The federation said that while homes can be provided by bringing existing stock back into the social rented sector, it cannot be done at the scale and pace needed to tackle Scotland’s existing and future housing need. 

Sally Thomas, SFHA Chief Executive, said:  “The Scottish Government has made progress towards tackling housing need in Scotland, and it is vital that this is maintained during the next parliament.

“If we are to deliver the 53,000 affordable homes which Scotland needs – and at the pace they are required – we must see a significant programme of building. Not only will this deliver much-needed homes, it will also drive economic growth, tackle poverty, create jobs and reinvigorate communities – and this social and economic stimulus will be required more than ever as we look to Scotland’s post-pandemic recovery. 

“We welcome the government’s planned increase for capital funding during the next Affordable Housing Supply Programme and look forward to seeing the full details of the remaining support. It is critical that our sector is supported to build the homes Scotland needs, and to the required energy and building standards, while being able to maintain affordable rents for tenants.  

“We look forward to continuing our discussions with the government regarding how we realise our shared ambition of ensuring that everyone in Scotland has a safe, warm, energy efficient and affordable home.” 
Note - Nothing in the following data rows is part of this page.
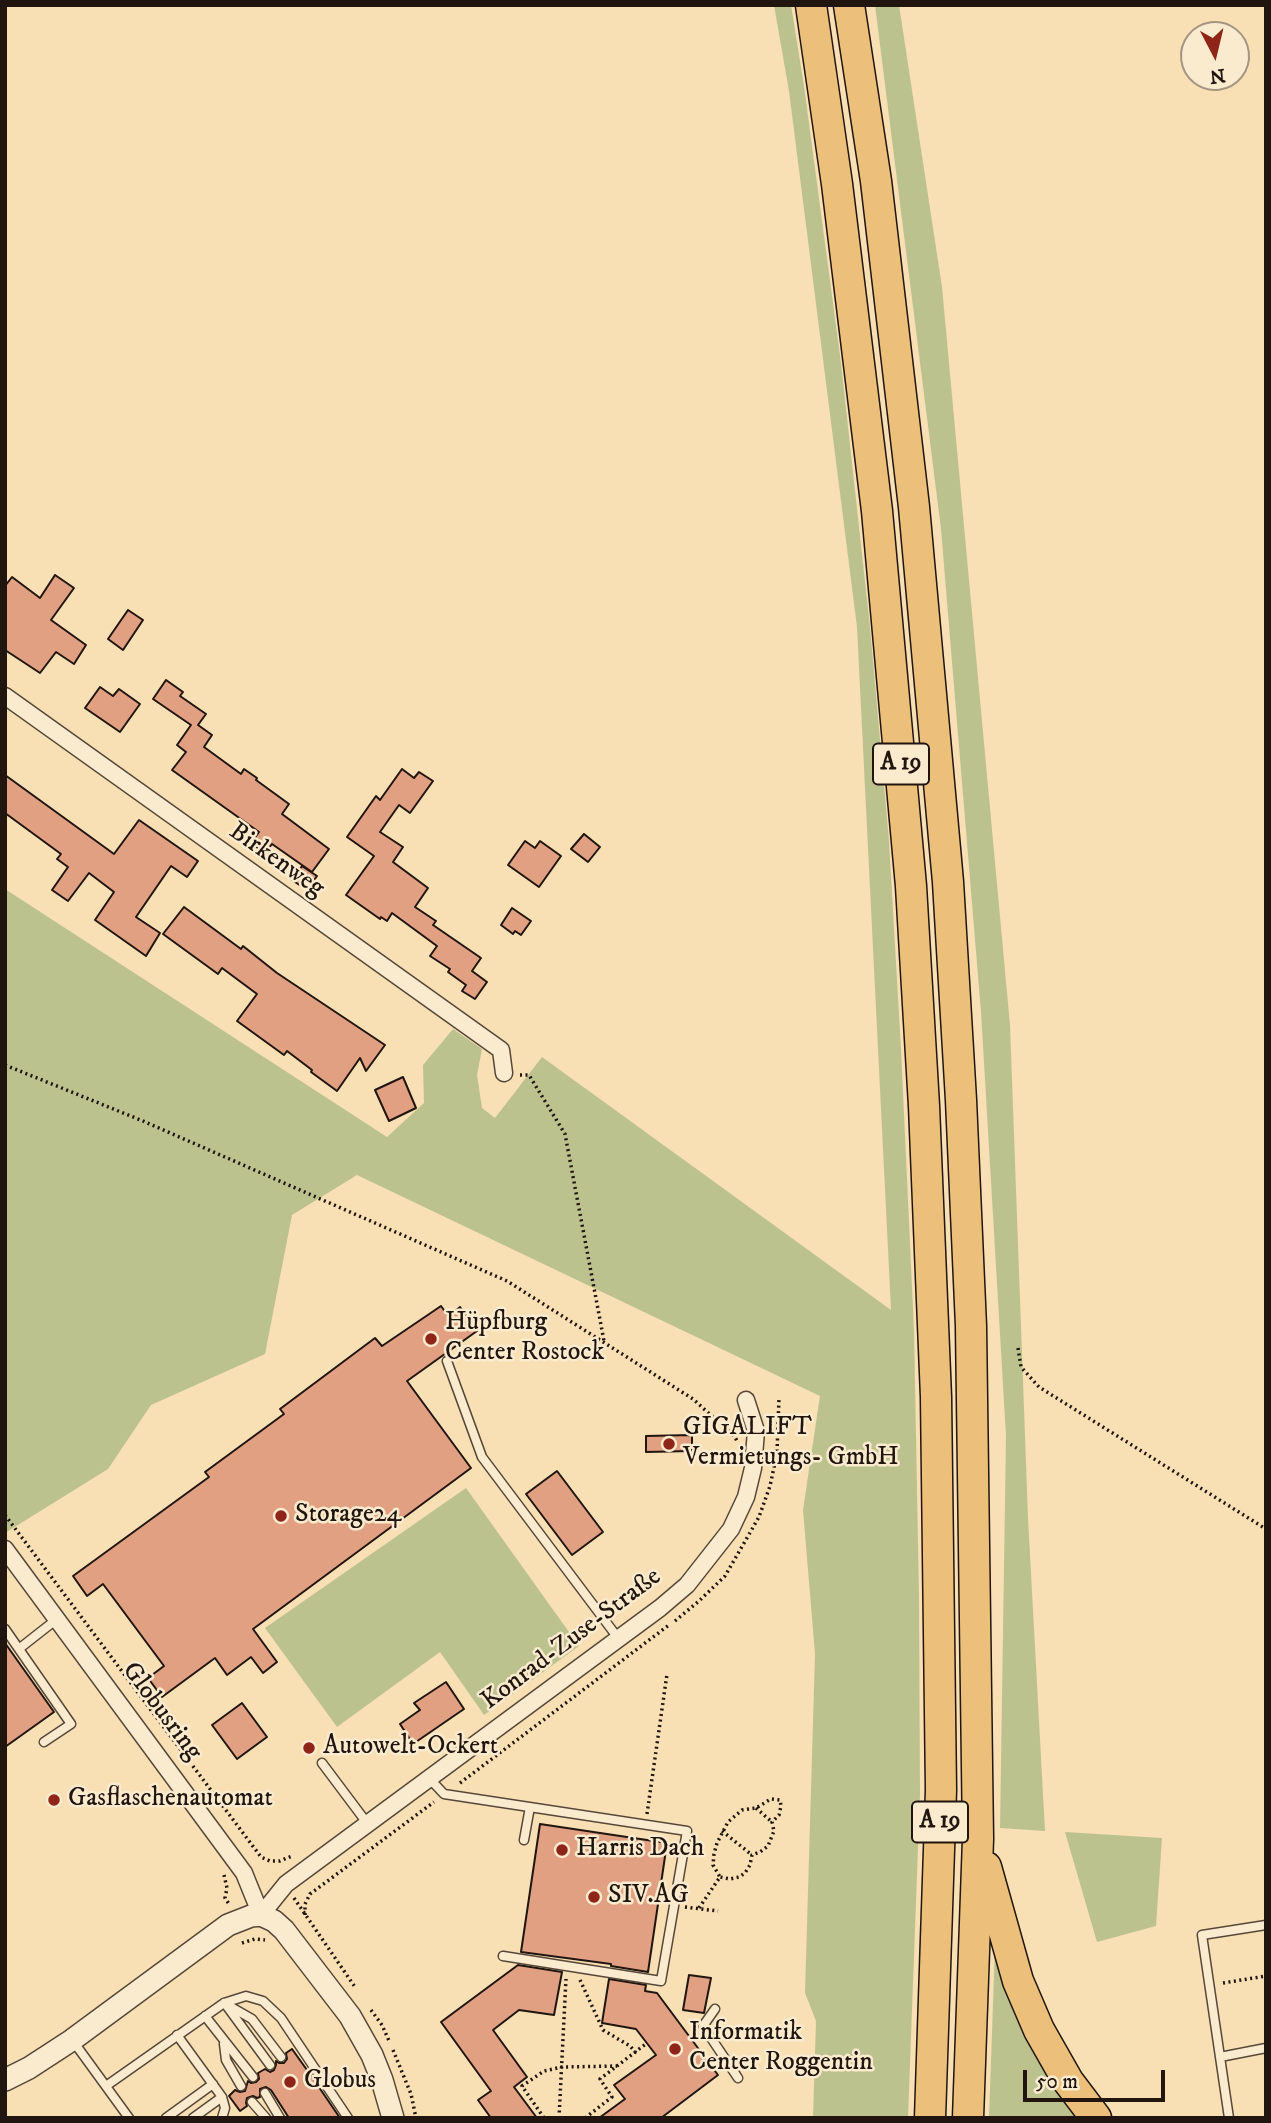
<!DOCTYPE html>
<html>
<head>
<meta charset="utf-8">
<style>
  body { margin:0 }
  #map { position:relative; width:1271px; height:2123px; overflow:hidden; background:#f8dfb4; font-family:"IM FELL DW Pica",serif }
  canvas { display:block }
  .frame { position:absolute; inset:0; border:7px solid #20150f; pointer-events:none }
  .north { position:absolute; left:1180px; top:21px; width:70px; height:70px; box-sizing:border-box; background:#faeace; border:2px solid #a39582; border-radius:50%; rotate:173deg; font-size:19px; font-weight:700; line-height:28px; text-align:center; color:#20150f }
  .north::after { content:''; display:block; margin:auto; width:24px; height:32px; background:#8f2418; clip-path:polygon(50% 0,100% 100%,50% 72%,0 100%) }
  .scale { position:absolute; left:1023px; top:2070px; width:142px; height:32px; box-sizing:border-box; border:4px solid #20150f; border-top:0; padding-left:9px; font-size:21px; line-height:24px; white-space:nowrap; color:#20150f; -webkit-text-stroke:5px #faeace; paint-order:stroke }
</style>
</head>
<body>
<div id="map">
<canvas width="1271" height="2123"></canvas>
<div class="frame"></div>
<div class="north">N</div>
<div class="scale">50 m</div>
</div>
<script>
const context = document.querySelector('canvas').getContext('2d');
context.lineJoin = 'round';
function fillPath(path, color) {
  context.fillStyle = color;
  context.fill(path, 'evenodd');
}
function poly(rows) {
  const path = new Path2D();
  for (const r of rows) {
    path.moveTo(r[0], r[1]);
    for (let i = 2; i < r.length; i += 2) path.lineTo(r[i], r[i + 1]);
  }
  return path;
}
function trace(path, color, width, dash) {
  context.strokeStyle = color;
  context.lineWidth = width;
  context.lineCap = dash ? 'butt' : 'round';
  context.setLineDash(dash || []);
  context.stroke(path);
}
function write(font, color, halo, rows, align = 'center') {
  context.font = font + ' "IM FELL DW Pica",serif';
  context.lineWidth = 5;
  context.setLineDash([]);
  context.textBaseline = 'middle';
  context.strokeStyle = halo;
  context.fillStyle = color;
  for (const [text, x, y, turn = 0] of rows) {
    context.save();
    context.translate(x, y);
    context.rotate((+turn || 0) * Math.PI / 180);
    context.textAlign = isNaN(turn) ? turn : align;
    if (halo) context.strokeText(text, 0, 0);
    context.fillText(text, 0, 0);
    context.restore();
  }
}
const green = poly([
  [774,5,791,5,804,86,841,363,870,627,889,841,901,1049,914,1330,919,1596,920,1794,908,2118,813,2118,816,2021,805,1993,815,1654,803,1510,820,1396,357,1175,292,1215,265,1354,151,1405,108,1469,5,1533,5,889,387,1137,424,1103,423,1065,453,1029,482,1049,477,1075,482,1108,495,1118,542,1057,891,1310,857,627,789,91],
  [875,5,899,5,942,287,1010,1025,1028,1518,1045,1831,1000,1828,1006,1436,981,1012,941,529],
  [466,1488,579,1646,484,1715,440,1652,337,1727,265,1628],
  [1065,1832,1162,1838,1156,1926,1097,1942],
  [995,1946,1084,2118,989,2118]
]);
const building = poly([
  [55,575,74,588,51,620,86,645,74,664,56,652,40,673,5,650,5,586,12,577,40,598,55,575],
  [128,610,143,620,123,650,108,639,128,610],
  [166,680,183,692,180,696,206,714,198,725,212,735,204,747,241,774,244,769,257,778,256,780,289,804,282,814,329,849,312,872,272,844,265,853,251,843,259,832,172,770,186,752,177,745,191,725,153,699,166,680],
  [100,687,113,696,119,689,140,704,120,732,85,708,100,687],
  [402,769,414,778,419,772,433,781,410,813,399,805,380,832,403,847,393,862,428,888,415,907,436,921,433,925,481,958,472,971,487,982,475,999,462,991,466,985,448,972,450,969,430,956,437,946,392,913,387,921,381,917,380,919,346,895,374,856,347,837,376,796,380,800,402,769],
  [5,775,114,854,139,820,198,861,187,877,171,866,136,917,160,933,146,956,95,920,114,892,89,873,68,901,52,890,68,867,57,859,61,854,5,813,5,775],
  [584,834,600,847,588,862,571,849,584,834],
  [525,841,535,848,540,841,561,856,539,887,508,865,525,841],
  [302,866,317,876,307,890,292,880,302,866],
  [184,907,241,949,243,946,277,973,385,1045,366,1071,360,1058,337,1091,311,1072,312,1070,287,1051,284,1055,237,1021,257,994,222,968,218,974,163,934,184,907],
  [512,908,531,921,521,935,515,931,513,934,501,925,512,908],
  [403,1077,416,1108,389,1121,375,1090,403,1077],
  [441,1306,449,1317,460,1307,477,1331,407,1381,471,1468,253,1629,277,1662,263,1673,251,1657,227,1675,215,1658,162,1697,148,1678,164,1666,103,1584,87,1596,73,1576,209,1477,205,1472,284,1414,280,1409,375,1338,382,1346,441,1306],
  [692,1435,692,1451,646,1452,646,1436,692,1435],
  [557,1471,603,1532,572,1555,526,1494,557,1471],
  [5,1643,54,1712,5,1747,5,1643],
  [446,1682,464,1709,413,1744,400,1724,420,1710,414,1703,446,1682],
  [242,1703,267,1737,237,1759,212,1725,242,1703],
  [540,1824,667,1843,648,1972,611,1966,611,1964,521,1952,540,1824],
  [518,1965,562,1972,554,2015,519,2010,493,2030,527,2077,514,2087,537,2118,491,2118,478,2100,491,2091,441,2022,518,1965],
  [689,1975,711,1978,704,2013,683,2010,689,1975],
  [609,1979,646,1985,645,1991,657,1993,718,2075,661,2118,599,2118,625,2099,614,2085,656,2055,636,2029,602,2023,609,1979],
  [292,2049,312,2077,340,2118,289,2118,271,2090,266,2087,260,2089,260,2097,257,2098,253,2096,247,2098,246,2103,247,2106,240,2111,229,2096,235,2090,240,2092,245,2091,248,2081,251,2083,256,2082,259,2079,258,2073,265,2069,270,2072,274,2070,276,2065,276,2061,279,2063,284,2063,287,2059,286,2053,292,2049]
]);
const path = poly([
  [5,1065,143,1121,507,1281,693,1399,735,1437,737,1441],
  [520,1075,529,1075,565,1134,604,1341],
  [1018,1348,1021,1367,1039,1387,1266,1529],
  [5,1515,261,1857,270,1861,280,1861,292,1856],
  [675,1621,699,1601,725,1576,759,1517,770,1486,777,1453,779,1398],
  [460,1783,669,1625],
  [756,1808,772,1822],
  [647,1814,667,1674],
  [722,1831,752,1855],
  [224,1875,227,1888,225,1898,229,1904],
  [294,1898,355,1987],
  [685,1907,718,1911],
  [699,1908,720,1877,713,1865,714,1854,717,1843,728,1822,742,1810,756,1808,771,1799,780,1800,781,1806,779,1815,772,1822,774,1831,768,1846,760,1852,752,1855,750,1865,745,1873,739,1877,730,1879,720,1877],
  [305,1915,305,1904,310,1894,434,1802],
  [242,1943,255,1939,265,1940],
  [580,1980,603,2030,630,2046,636,2053],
  [1223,1983,1266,1976],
  [371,2010,382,2025,390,2043],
  [393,2050,411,2094,416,2118],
  [544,2118,522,2086,544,2071,562,2067,617,2066],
  [559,2118,566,1979],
  [585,2118,612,2097,600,2079,647,2043]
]);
const service = poly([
  [447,1361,482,1457,618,1638],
  [5,1629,71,1724,44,1742],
  [20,1648,57,1619],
  [322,1763,367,1823],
  [428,1777,444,1794,687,1831,661,1981,503,1956],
  [524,1840,530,1807],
  [224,2003,252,2019,281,2057],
  [226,2005,270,2065],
  [715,2009,703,2026,738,2078],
  [205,2016,253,2077],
  [177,2035,222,2097,225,2108,222,2118],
  [73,2041,129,2118],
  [224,2044,226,2060,241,2086],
  [1220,2057,1266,2048],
  [106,2086,224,2003,246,1996,263,2001,281,2018,348,2118],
  [265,2093,280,2118],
  [252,2102,266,2118],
  [166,2118,213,2084],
  [193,2118,222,2097],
  [1229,2118,1202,1935,1266,1925]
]);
const minor = poly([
  [5,696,501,1050,504,1073],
  [5,1549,244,1873,261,1915],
  [261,1915,286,1884,660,1608,687,1585,731,1529,746,1497,753,1468,756,1431,746,1400]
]);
const tertiary = poly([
  [5,2080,29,2068,72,2040,228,1925,251,1916,261,1915,274,1921,284,1930,350,2016,372,2055,382,2080,393,2118]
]);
const motorway = poly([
  [811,5,837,184,877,511,911,886,924,1106,936,1397,941,1790,930,2118],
  [849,5,876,181,914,507,948,882,961,1100,971,1326,978,1839,968,2118],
  [986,1867,1018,1981,1039,2030,1068,2081,1096,2118]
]);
const markers = [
  [431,1339,7,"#8f2418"],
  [669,1444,7,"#8f2418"],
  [281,1516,7,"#8f2418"],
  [309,1748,7,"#8f2418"],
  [54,1800,7,"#8f2418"],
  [562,1850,7,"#8f2418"],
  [594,1897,7,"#8f2418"],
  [675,2049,7,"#8f2418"],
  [290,2082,7,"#8f2418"]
];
const shields = [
  [901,764,56],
  [940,1822,56]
];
const shieldNames = [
  ["A 19",901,764],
  ["A 19",940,1822]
];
const streetNames = [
  ["Birkenweg",276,861,35],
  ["Konrad-Zuse-Straße",572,1640,-37],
  ["Globusring",161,1712,53]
];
const poiNames = [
  ["Hüpfburg",445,1324],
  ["Center Rostock",445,1354],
  ["GIGALIFT",683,1429],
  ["Vermietungs- GmbH",683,1459],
  ["Storage24",295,1516],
  ["Autowelt-Ockert",323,1748],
  ["Gasflaschenautomat",68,1800],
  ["Harris Dach",576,1850],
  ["SIV.AG",608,1897],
  ["Informatik",689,2034],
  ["Center Roggentin",689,2064],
  ["Globus",304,2082]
];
fillPath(green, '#bcc28e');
fillPath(building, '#e1a082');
trace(building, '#20150f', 2);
trace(service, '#564838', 11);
trace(minor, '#564838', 19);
trace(tertiary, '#564838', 24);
trace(motorway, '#20150f', 33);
trace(path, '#20150f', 3.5, [2, 3.5]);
trace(service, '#faeace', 8);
trace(minor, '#faeace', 16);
trace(tertiary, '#faeace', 21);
trace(motorway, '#ecc07a', 30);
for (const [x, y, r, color] of markers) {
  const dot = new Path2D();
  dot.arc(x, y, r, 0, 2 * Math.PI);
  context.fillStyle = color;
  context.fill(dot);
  trace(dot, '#faeace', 2.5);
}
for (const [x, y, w] of shields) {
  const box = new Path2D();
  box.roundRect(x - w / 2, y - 20.5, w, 41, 5);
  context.fillStyle = '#faeace';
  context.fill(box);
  trace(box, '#20150f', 2);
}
write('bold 24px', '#20150f', null, shieldNames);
write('26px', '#20150f', '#faeace', streetNames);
write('26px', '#20150f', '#faeace', poiNames, 'left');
</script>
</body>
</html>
It welcomed the government’s ambition to deliver sustainable green homes that contribute to Scotland’s transition to net zero greenhouse gas emissions, along with the current and planned funding for social landlords.

However, the organisation said further support will be required if housing associations are to meet the Energy Efficiency Standard for Social Housing (EESSH) Two and the New Build Heat Standard. 

The majority of the funding (91%) to meet the current EESSH standard came from housing associations’ own reserves, at a cost of over £400 million and the investment costs required to meet EESSH2 are forecast to be significantly higher.